Cloud computing has changed everything, at least at the infrastructure level. Kubernetes is changing everything as well, at the application level. Enterprises are attracted by tenets of cloud computing and thus, cloud adoption has escalated. But it does not have to be a zero-sum game. Hybrid computing can give enterprises a balanced choice, and they can take advantage of the best of both worlds.

Open Source has changed everything too because organizations now has a choice to balance their costs and expenditures with top enterprise-grade software. The challenge is what can organizations do to put these pieces together using open source software? Integration of open source infrastructure software and applications can be complex and costly.

The next version of HCI

Hyperconverged Infrastructure (HCI) also changed the game. Integration of compute, network and storage became easier, more seamless and less costly when HCI entered the market. Wrapped with a single control plane, the HCI management component can orchestrate VM (virtual machine) resources without much friction. That was HCI 1.0.

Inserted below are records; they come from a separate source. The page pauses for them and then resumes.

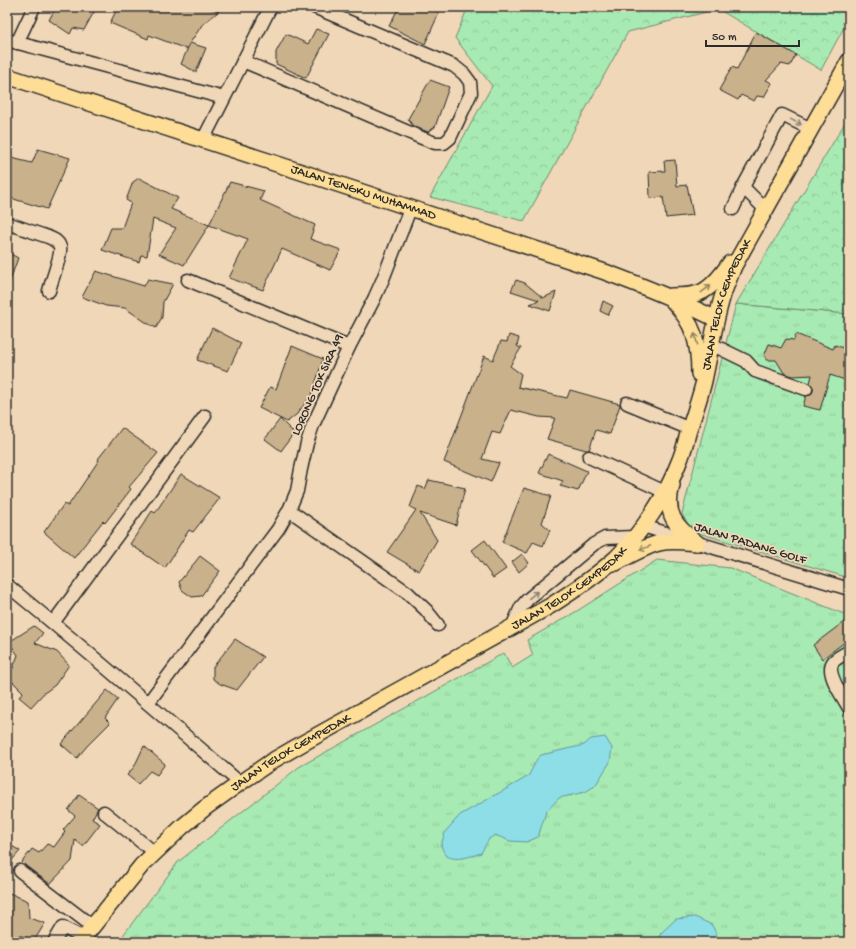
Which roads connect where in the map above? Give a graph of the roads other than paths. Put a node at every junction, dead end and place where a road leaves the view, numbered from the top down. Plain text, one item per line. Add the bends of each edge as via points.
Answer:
1 (34, 7) edge
2 (272, 7) edge
3 (314, 7) edge
4 (12, 42) edge
5 (243, 61) junction
6 (849, 61) edge
7 (7, 76) edge
8 (224, 98) junction
9 (811, 129) junction
10 (203, 140) junction
11 (742, 187) junction
12 (410, 209) junction
13 (733, 209) dead end
14 (766, 210) junction
15 (7, 223) edge
16 (751, 237) junction
17 (188, 280) dead end
18 (49, 291) dead end
19 (668, 296) junction
20 (716, 319) junction
21 (711, 344) junction
22 (349, 347) junction
23 (806, 389) dead end
24 (627, 403) dead end
25 (698, 406) junction
26 (205, 416) dead end
27 (690, 429) junction
28 (589, 457) dead end
29 (679, 463) junction
30 (665, 492) junction
31 (289, 510) junction
32 (639, 532) junction
33 (697, 543) junction
34 (594, 575) junction
35 (7, 585) edge
36 (849, 588) edge
37 (53, 622) junction
38 (438, 625) dead end
39 (512, 627) junction
40 (849, 651) edge
41 (148, 703) junction
42 (849, 708) edge
43 (240, 783) junction
44 (104, 812) dead end
45 (155, 853) junction
46 (20, 871) dead end
47 (85, 935) edge
48 (54, 942) edge

1 - 4 street
2 - 5 street
3 - 5 street via 454,66 464,74 470,82 472,92 450,138 444,144 422,138
4 - 8 street
5 - 8 street
6 - 9 main road, JALAN TELOK CEMPEDAK
7 - 10 main road, JALAN TENGKU MUHAMMAD
8 - 10 street
11 -> 9 street via 782,115
9 - 14 main road, JALAN TELOK CEMPEDAK
10 - 12 main road, JALAN TENGKU MUHAMMAD
11 - 13 street
11 - 14 street
12 - 19 main road, JALAN TENGKU MUHAMMAD via 605,272
12 - 22 street, LORONG TOK SIRA 49 via 383,279
14 - 16 main road, JALAN TELOK CEMPEDAK
15 - 18 street via 48,236 58,244 61,249 60,255
19 -> 16 main road via 691,295 709,287
16 - 20 main road, JALAN TELOK CEMPEDAK via 734,266
17 - 22 street
19 - 20 main road, JALAN TENGKU MUHAMMAD
25 -> 19 main road via 697,343 687,318
20 - 21 main road, JALAN TELOK CEMPEDAK
21 - 23 street via 746,361 755,371
21 - 25 main road, JALAN TELOK CEMPEDAK
22 - 31 street, LORONG TOK SIRA 49 via 313,425 297,491
24 - 27 street
25 - 27 main road, JALAN TELOK CEMPEDAK
26 - 37 street
27 - 29 main road, JALAN TELOK CEMPEDAK
28 - 30 street
29 - 30 main road, JALAN TELOK CEMPEDAK
29 - 33 main road via 670,493 671,515 683,532
30 - 32 main road, JALAN TELOK CEMPEDAK
31 - 38 street via 408,593
31 - 41 street, LORONG TOK SIRA 49 via 278,529
32 - 33 street, JALAN PADANG GOLF
32 - 34 main road, JALAN TELOK CEMPEDAK via 614,559
39 -> 32 street, JALAN PADANG GOLF via 521,607 528,599 594,544 606,538
33 -> 34 main road via 660,543 643,549
33 - 36 street, JALAN PADANG GOLF
34 - 39 main road, JALAN TELOK CEMPEDAK via 550,606
35 - 37 street
37 - 41 street
39 - 43 main road, JALAN TELOK CEMPEDAK via 305,742
40 - 42 street via 833,662 830,668 831,676
41 - 43 street
43 - 45 main road, JALAN TELOK CEMPEDAK via 205,808
44 - 45 street
45 - 47 main road, JALAN TELOK CEMPEDAK via 142,865
46 - 47 street
47 - 48 street via 63,927

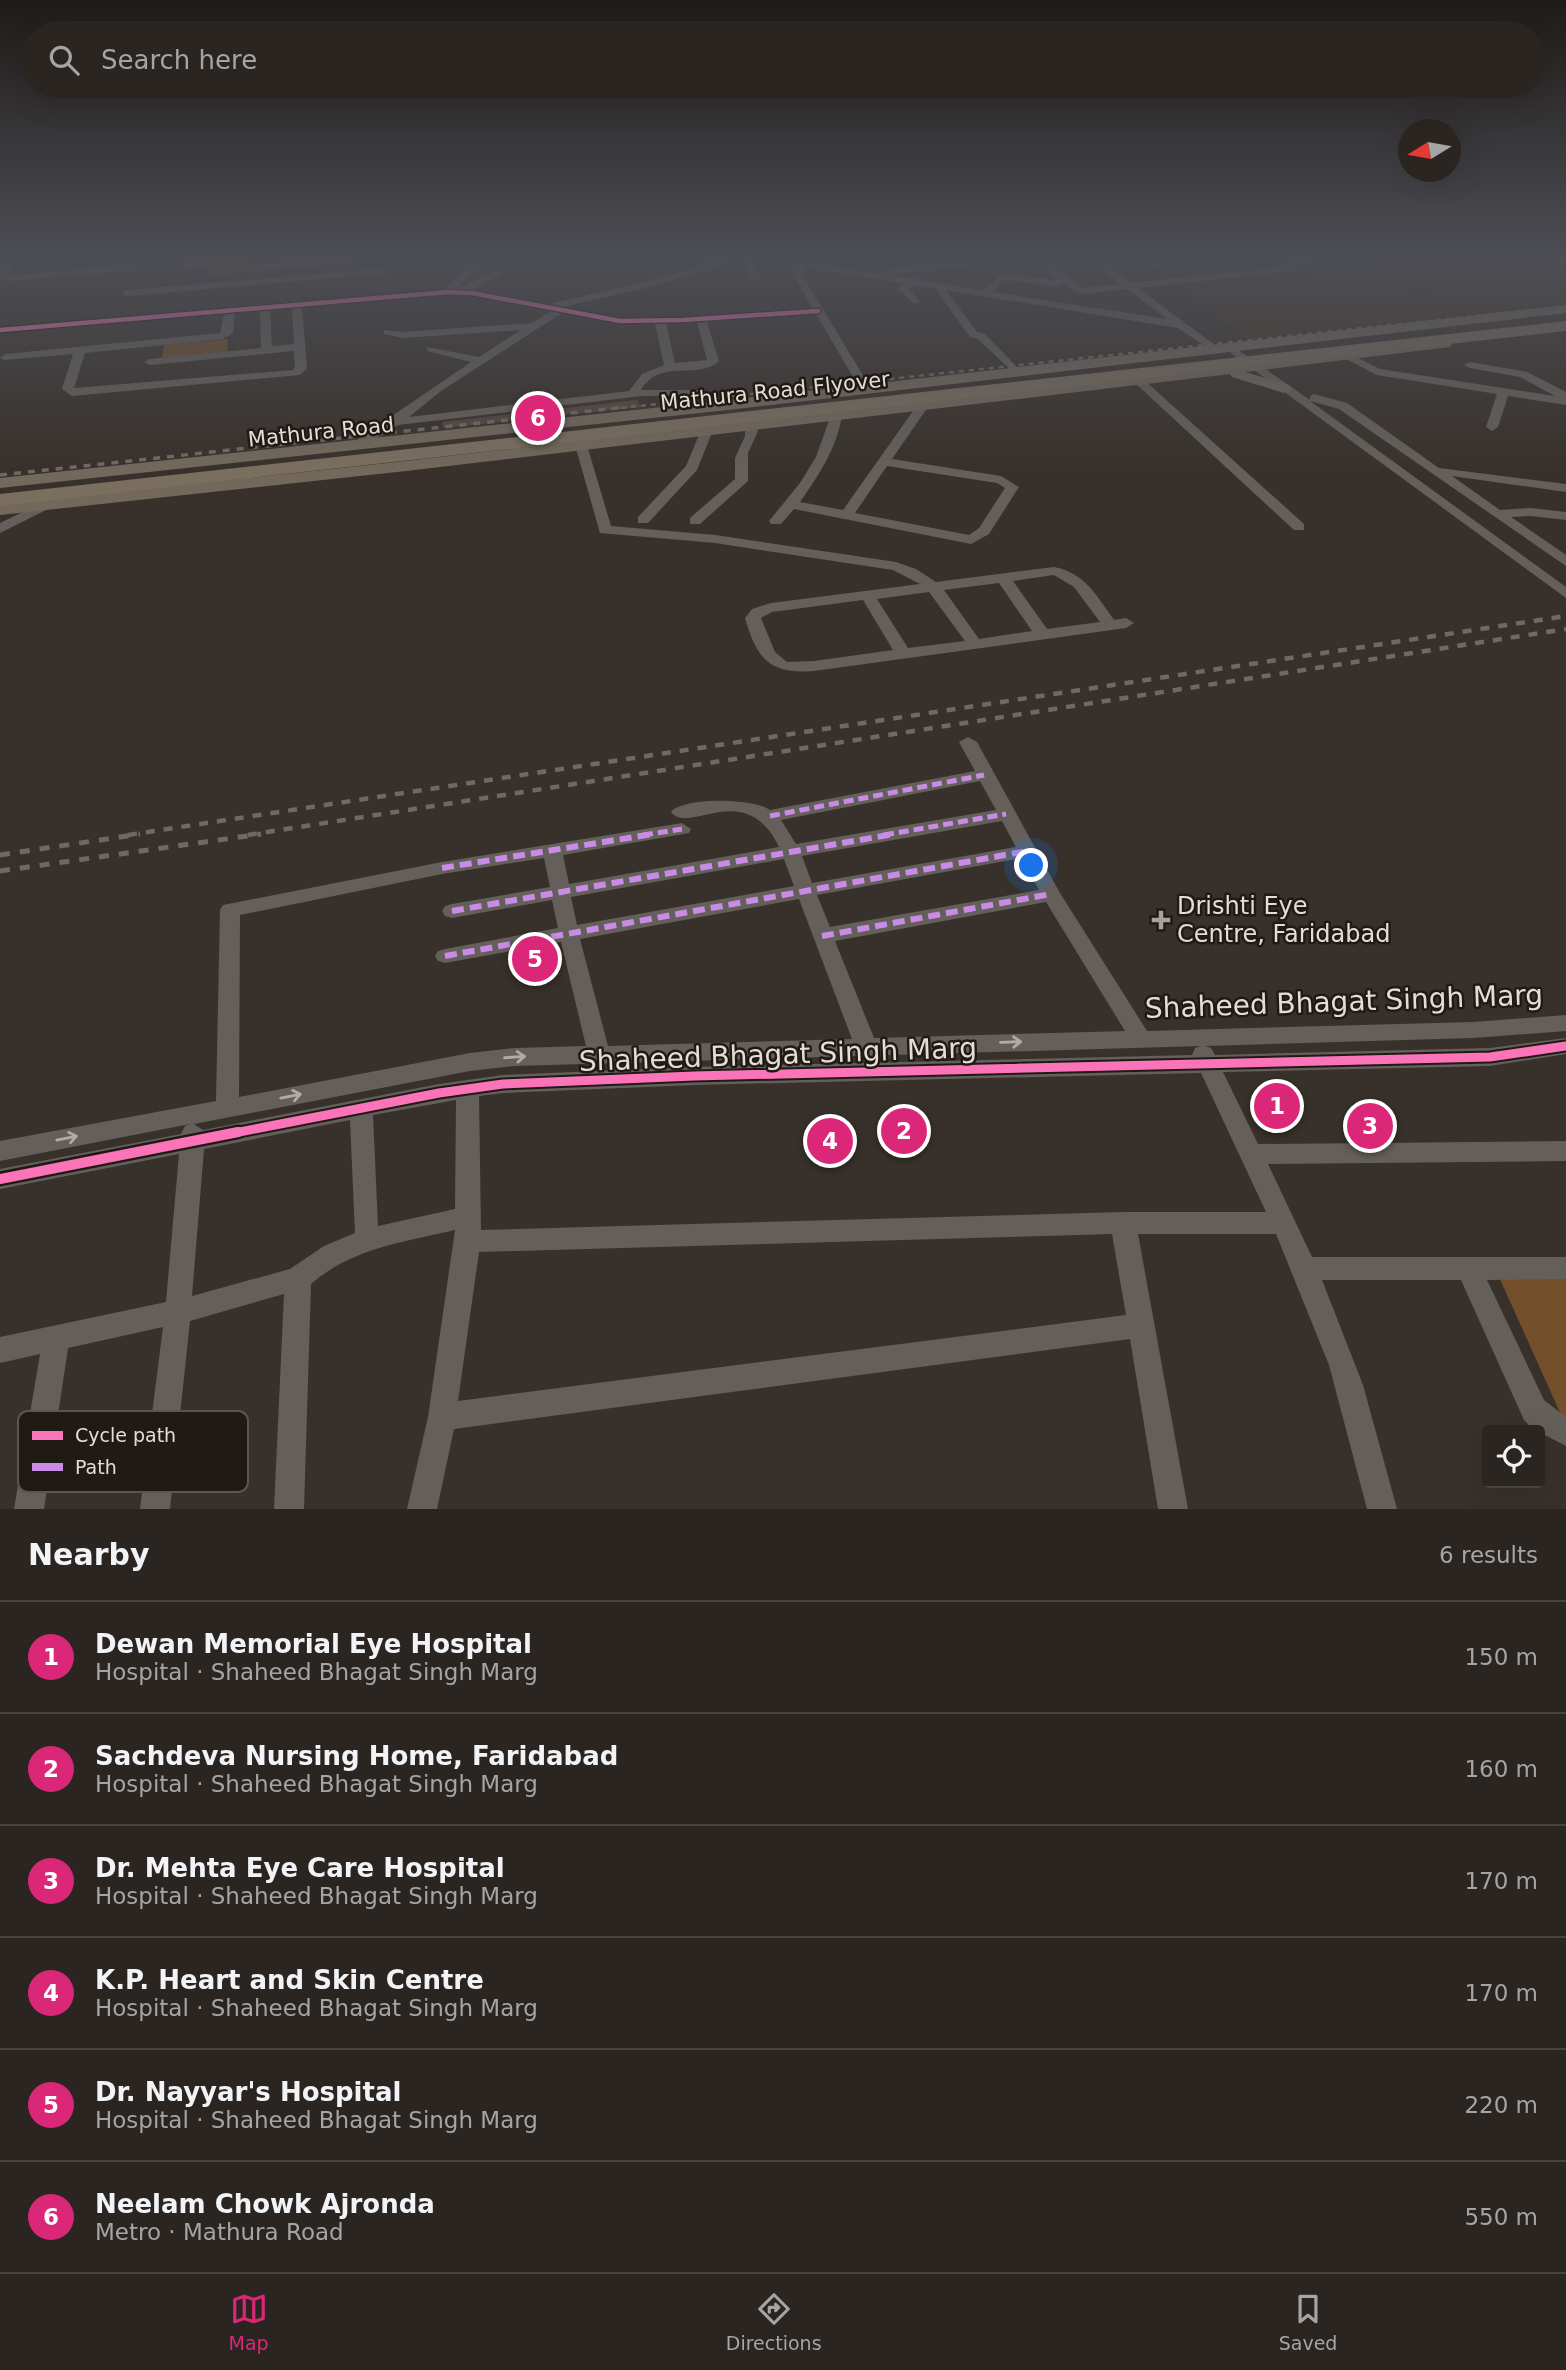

But HCI 1.0 was challenged, because several key components of its architecture were based on DAS (direct attached) storage. Scaling storage from a capacity point of view was limited by storage components attached to the HCI architecture. Some storage vendors decided to be creative and created dHCI (disaggregated HCI). If you break down the components one by one, in my opinion, dHCI is just a SAN (storage area network) to HCI. Maybe this should be HCI 1.5.

A new version of an HCI architecture is swimming in as Angelfish

Kubernetes came into the HCI picture in recent years. Without the weights and dependencies of VMs and DAS at the HCI server layer, lightweight containers orchestrated, mostly by, Kubernetes, made distribution of compute easier. From on-premises to cloud and in between, compute resources can easily spun up or down anywhere.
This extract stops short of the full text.